▸ **Task item**: Check every line below for the word "Puzzetáscia" and show those that hold it.

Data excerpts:
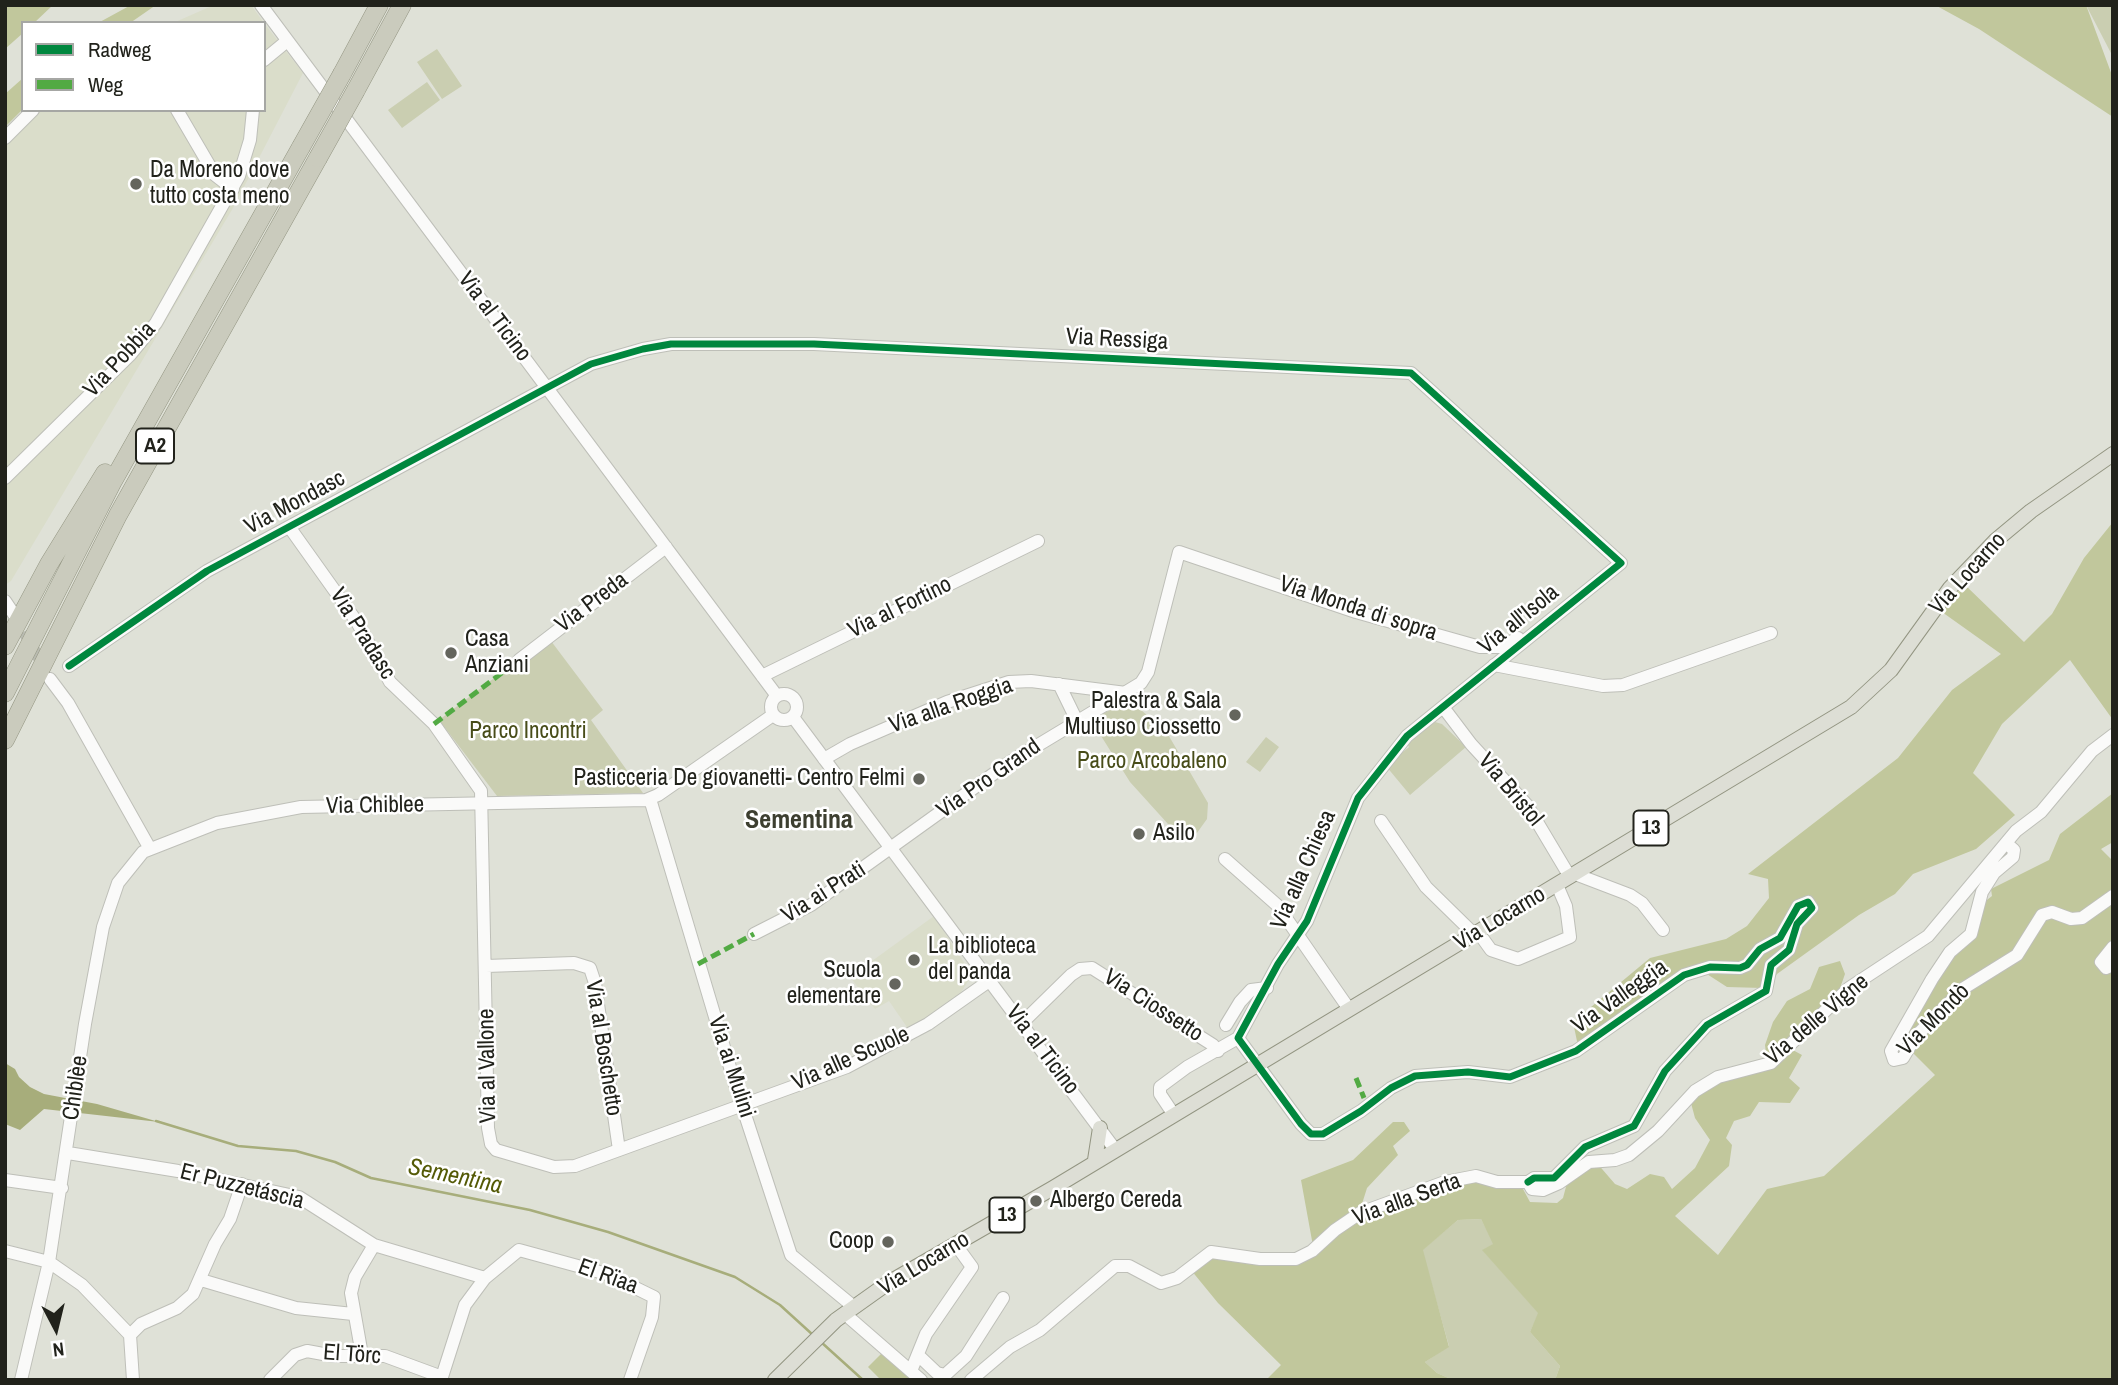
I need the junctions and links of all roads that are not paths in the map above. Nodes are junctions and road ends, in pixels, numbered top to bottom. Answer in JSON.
{"nodes":[{"id":1,"x":261,"y":5,"type":"edge"},
{"id":2,"x":379,"y":5,"type":"edge"},
{"id":3,"x":402,"y":5,"type":"edge"},
{"id":4,"x":287,"y":41,"type":"junction"},
{"id":5,"x":266,"y":58,"type":"edge"},
{"id":6,"x":31,"y":112,"type":"edge"},
{"id":7,"x":178,"y":112,"type":"edge"},
{"id":8,"x":253,"y":112,"type":"edge"},
{"id":9,"x":5,"y":138,"type":"edge"},
{"id":10,"x":233,"y":189,"type":"junction"},
{"id":11,"x":188,"y":346,"type":"junction"},
{"id":12,"x":547,"y":389,"type":"junction"},
{"id":13,"x":2113,"y":454,"type":"edge"},
{"id":14,"x":5,"y":478,"type":"edge"},
{"id":15,"x":290,"y":528,"type":"junction"},
{"id":16,"x":1038,"y":541,"type":"dead end"},
{"id":17,"x":666,"y":547,"type":"junction"},
{"id":18,"x":1180,"y":552,"type":"joint"},
{"id":19,"x":1621,"y":563,"type":"joint"},
{"id":20,"x":5,"y":601,"type":"edge"},
{"id":21,"x":15,"y":616,"type":"tunnel mouth"},
{"id":22,"x":1535,"y":633,"type":"junction"},
{"id":23,"x":1771,"y":633,"type":"dead end"},
{"id":24,"x":5,"y":646,"type":"edge"},
{"id":25,"x":519,"y":660,"type":"dead end"},
{"id":26,"x":1494,"y":665,"type":"junction"},
{"id":27,"x":69,"y":666,"type":"dead end"},
{"id":28,"x":762,"y":676,"type":"junction"},
{"id":29,"x":50,"y":679,"type":"tunnel mouth"},
{"id":30,"x":1059,"y":684,"type":"junction"},
{"id":31,"x":5,"y":693,"type":"edge"},
{"id":32,"x":1126,"y":693,"type":"junction"},
{"id":33,"x":777,"y":696,"type":"junction"},
{"id":34,"x":1443,"y":707,"type":"junction"},
{"id":35,"x":773,"y":715,"type":"junction"},
{"id":36,"x":793,"y":717,"type":"junction"},
{"id":37,"x":1077,"y":720,"type":"junction"},
{"id":38,"x":2113,"y":734,"type":"edge"},
{"id":39,"x":5,"y":740,"type":"edge"},
{"id":40,"x":824,"y":759,"type":"junction"},
{"id":41,"x":650,"y":799,"type":"junction"},
{"id":42,"x":483,"y":804,"type":"junction"},
{"id":43,"x":1381,"y":821,"type":"dead end"},
{"id":44,"x":2006,"y":842,"type":"junction"},
{"id":45,"x":149,"y":847,"type":"junction"},
{"id":46,"x":892,"y":848,"type":"junction"},
{"id":47,"x":1225,"y":859,"type":"dead end"},
{"id":48,"x":1567,"y":878,"type":"junction"},
{"id":49,"x":2113,"y":896,"type":"edge"},
{"id":50,"x":1662,"y":930,"type":"dead end"},
{"id":51,"x":1299,"y":933,"type":"junction"},
{"id":52,"x":1476,"y":933,"type":"junction"},
{"id":53,"x":754,"y":934,"type":"dead end"},
{"id":54,"x":2113,"y":947,"type":"edge"},
{"id":55,"x":2113,"y":965,"type":"edge"},
{"id":56,"x":486,"y":966,"type":"junction"},
{"id":57,"x":989,"y":981,"type":"junction"},
{"id":58,"x":1267,"y":988,"type":"junction"},
{"id":59,"x":1349,"y":1009,"type":"junction"},
{"id":60,"x":1022,"y":1023,"type":"junction"},
{"id":61,"x":85,"y":1024,"type":"joint"},
{"id":62,"x":1226,"y":1025,"type":"dead end"},
{"id":63,"x":1238,"y":1038,"type":"junction"},
{"id":64,"x":1218,"y":1051,"type":"junction"},
{"id":65,"x":1258,"y":1064,"type":"junction"},
{"id":66,"x":742,"y":1105,"type":"junction"},
{"id":67,"x":1174,"y":1115,"type":"junction"},
{"id":68,"x":1100,"y":1128,"type":"junction"},
{"id":69,"x":1114,"y":1148,"type":"junction"},
{"id":70,"x":619,"y":1150,"type":"junction"},
{"id":71,"x":68,"y":1153,"type":"junction"},
{"id":72,"x":1095,"y":1160,"type":"junction"},
{"id":73,"x":1567,"y":1177,"type":"joint"},
{"id":74,"x":5,"y":1180,"type":"edge"},
{"id":75,"x":1528,"y":1182,"type":"junction"},
{"id":76,"x":242,"y":1184,"type":"junction"},
{"id":77,"x":62,"y":1188,"type":"junction"},
{"id":78,"x":374,"y":1245,"type":"junction"},
{"id":79,"x":956,"y":1245,"type":"junction"},
{"id":80,"x":5,"y":1251,"type":"edge"},
{"id":81,"x":49,"y":1262,"type":"junction"},
{"id":82,"x":485,"y":1278,"type":"junction"},
{"id":83,"x":201,"y":1280,"type":"junction"},
{"id":84,"x":1003,"y":1298,"type":"dead end"},
{"id":85,"x":353,"y":1314,"type":"junction"},
{"id":86,"x":845,"y":1314,"type":"junction"},
{"id":87,"x":130,"y":1335,"type":"junction"},
{"id":88,"x":362,"y":1355,"type":"junction"},
{"id":89,"x":918,"y":1355,"type":"junction"},
{"id":90,"x":911,"y":1371,"type":"junction"},
{"id":91,"x":441,"y":1378,"type":"edge"},
{"id":92,"x":21,"y":1380,"type":"edge"},
{"id":93,"x":133,"y":1380,"type":"edge"},
{"id":94,"x":270,"y":1380,"type":"edge"},
{"id":95,"x":630,"y":1380,"type":"edge"},
{"id":96,"x":775,"y":1380,"type":"edge"},
{"id":97,"x":921,"y":1380,"type":"edge"},
{"id":98,"x":971,"y":1380,"type":"edge"}],
"edges":[{"from":1,"to":4,"type":"street","name":"Via al Ticino"},
{"from":2,"to":11,"type":"highway","number":"A2","bridge":true},
{"from":3,"to":39,"type":"highway","number":"A2","bridge":true},
{"from":4,"to":5,"type":"street"},
{"from":4,"to":12,"type":"street","name":"Via al Ticino"},
{"from":6,"to":9,"type":"street"},
{"from":7,"to":10,"type":"street"},
{"from":8,"to":10,"type":"street","name":"Via Pobbia"},
{"from":10,"to":14,"type":"street","name":"Via Pobbia"},
{"from":11,"to":24,"type":"highway","number":"A2"},
{"from":11,"to":31,"type":"highway","number":"A2"},
{"from":12,"to":15,"type":"street","name":"Via Mondasc"},
{"from":12,"to":17,"type":"street","name":"Via al Ticino"},
{"from":12,"to":19,"type":"street","name":"Via Ressiga"},
{"from":13,"to":48,"type":"main road","name":"Via Locarno","number":"13"},
{"from":15,"to":27,"type":"street","name":"Via Mondasc"},
{"from":15,"to":42,"type":"street","name":"Via Pradasc"},
{"from":16,"to":28,"type":"street","name":"Via al Fortino"},
{"from":17,"to":25,"type":"street","name":"Via Preda"},
{"from":17,"to":28,"type":"street","name":"Via al Ticino"},
{"from":18,"to":22,"type":"street","name":"Via Monda di sopra"},
{"from":18,"to":32,"type":"street","name":"Via Pro Grand"},
{"from":19,"to":22,"type":"street","name":"Via all'Isola"},
{"from":20,"to":21,"type":"street"},
{"from":22,"to":26,"type":"street","name":"Via all'Isola"},
{"from":23,"to":26,"type":"street"},
{"from":26,"to":34,"type":"street","name":"Via all'Isola"},
{"from":28,"to":33,"type":"street","name":"Via al Ticino"},
{"from":29,"to":45,"type":"street"},
{"from":30,"to":32,"type":"street","name":"Via alla Roggia"},
{"from":30,"to":37,"type":"street"},
{"from":30,"to":40,"type":"street","name":"Via alla Roggia"},
{"from":32,"to":37,"type":"street","name":"Via Pro Grand"},
{"from":33,"to":35,"type":"street"},
{"from":33,"to":36,"type":"street"},
{"from":34,"to":48,"type":"street","name":"Via Bristol"},
{"from":34,"to":51,"type":"street","name":"Via alla Chiesa"},
{"from":35,"to":36,"type":"street"},
{"from":35,"to":41,"type":"street"},
{"from":36,"to":40,"type":"street","name":"Via al Ticino"},
{"from":37,"to":46,"type":"street","name":"Via Pro Grand"},
{"from":38,"to":44,"type":"street","name":"Via delle Vigne"},
{"from":40,"to":46,"type":"street","name":"Via al Ticino"},
{"from":41,"to":42,"type":"street","name":"Via Chiblee"},
{"from":41,"to":66,"type":"street","name":"Via ai Mulini"},
{"from":42,"to":45,"type":"street","name":"Via Chiblee"},
{"from":42,"to":56,"type":"street","name":"Via al Vallone"},
{"from":43,"to":52,"type":"street"},
{"from":44,"to":49,"type":"street","name":"Via Mondò"},
{"from":44,"to":73,"type":"street","name":"Via delle Vigne"},
{"from":45,"to":61,"type":"street","name":"Via Chiblee"},
{"from":46,"to":53,"type":"street","name":"Via ai Prati"},
{"from":46,"to":57,"type":"street","name":"Via al Ticino"},
{"from":47,"to":51,"type":"street"},
{"from":48,"to":50,"type":"street"},
{"from":48,"to":52,"type":"main road","name":"Via Locarno","number":"13"},
{"from":48,"to":52,"type":"street","name":"Via Bristol"},
{"from":51,"to":58,"type":"street","name":"Via alla Chiesa"},
{"from":51,"to":59,"type":"street"},
{"from":52,"to":59,"type":"main road","name":"Via Locarno","number":"13"},
{"from":54,"to":55,"type":"street"},
{"from":56,"to":70,"type":"street","name":"Via al Boschetto"},
{"from":56,"to":70,"type":"street","name":"Via al Vallone"},
{"from":57,"to":60,"type":"street","name":"Via al Ticino"},
{"from":57,"to":66,"type":"street","name":"Via alle Scuole"},
{"from":58,"to":62,"type":"street"},
{"from":58,"to":63,"type":"street","name":"Via alla Chiesa"},
{"from":59,"to":65,"type":"main road","name":"Via Locarno","number":"13"},
{"from":60,"to":64,"type":"street","name":"Via Ciossetto"},
{"from":60,"to":68,"type":"street","name":"Via al Ticino"},
{"from":61,"to":71,"type":"street","name":"Chiblèe"},
{"from":63,"to":64,"type":"street"},
{"from":63,"to":65,"type":"street"},
{"from":64,"to":67,"type":"street"},
{"from":65,"to":67,"type":"main road","name":"Via Locarno","number":"13"},
{"from":65,"to":75,"type":"street","name":"Via Valleggia"},
{"from":66,"to":70,"type":"street","name":"Via al Vallone"},
{"from":66,"to":86,"type":"street","name":"Via ai Mulini"},
{"from":67,"to":69,"type":"main road","name":"Via Locarno","number":"13"},
{"from":68,"to":69,"type":"street","name":"Via al Ticino"},
{"from":68,"to":72,"type":"main road"},
{"from":69,"to":72,"type":"main road","name":"Via Locarno","number":"13"},
{"from":71,"to":76,"type":"street","name":"Er Puzzetáscia"},
{"from":71,"to":77,"type":"street","name":"Chiblèe"},
{"from":72,"to":79,"type":"main road","name":"Via Locarno","number":"13"},
{"from":73,"to":75,"type":"street","name":"Via alla Serta"},
{"from":74,"to":77,"type":"street"},
{"from":75,"to":98,"type":"street","name":"Via alla Serta"},
{"from":76,"to":78,"type":"street","name":"Er Puzzetáscia"},
{"from":76,"to":83,"type":"street"},
{"from":77,"to":81,"type":"street","name":"Chiblèe"},
{"from":78,"to":82,"type":"street","name":"Er Puzzetáscia"},
{"from":78,"to":85,"type":"street"},
{"from":79,"to":86,"type":"main road","name":"Via Locarno","number":"13"},
{"from":79,"to":89,"type":"street"},
{"from":80,"to":81,"type":"street"},
{"from":81,"to":87,"type":"street"},
{"from":81,"to":92,"type":"street","name":"Chiblèe"},
{"from":82,"to":91,"type":"street"},
{"from":82,"to":95,"type":"street","name":"El Rïaa"},
{"from":83,"to":85,"type":"street"},
{"from":83,"to":87,"type":"street"},
{"from":84,"to":89,"type":"street"},
{"from":85,"to":88,"type":"street"},
{"from":86,"to":90,"type":"street"},
{"from":86,"to":96,"type":"main road","number":"13"},
{"from":87,"to":93,"type":"street"},
{"from":88,"to":91,"type":"street","name":"El Törc"},
{"from":88,"to":94,"type":"street","name":"El Törc"},
{"from":89,"to":90,"type":"street"},
{"from":90,"to":97,"type":"street"}]}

▸ **Answer for this exercise**:
{"from":71,"to":76,"type":"street","name":"Er Puzzetáscia"},
{"from":76,"to":78,"type":"street","name":"Er Puzzetáscia"},
{"from":78,"to":82,"type":"street","name":"Er Puzzetáscia"},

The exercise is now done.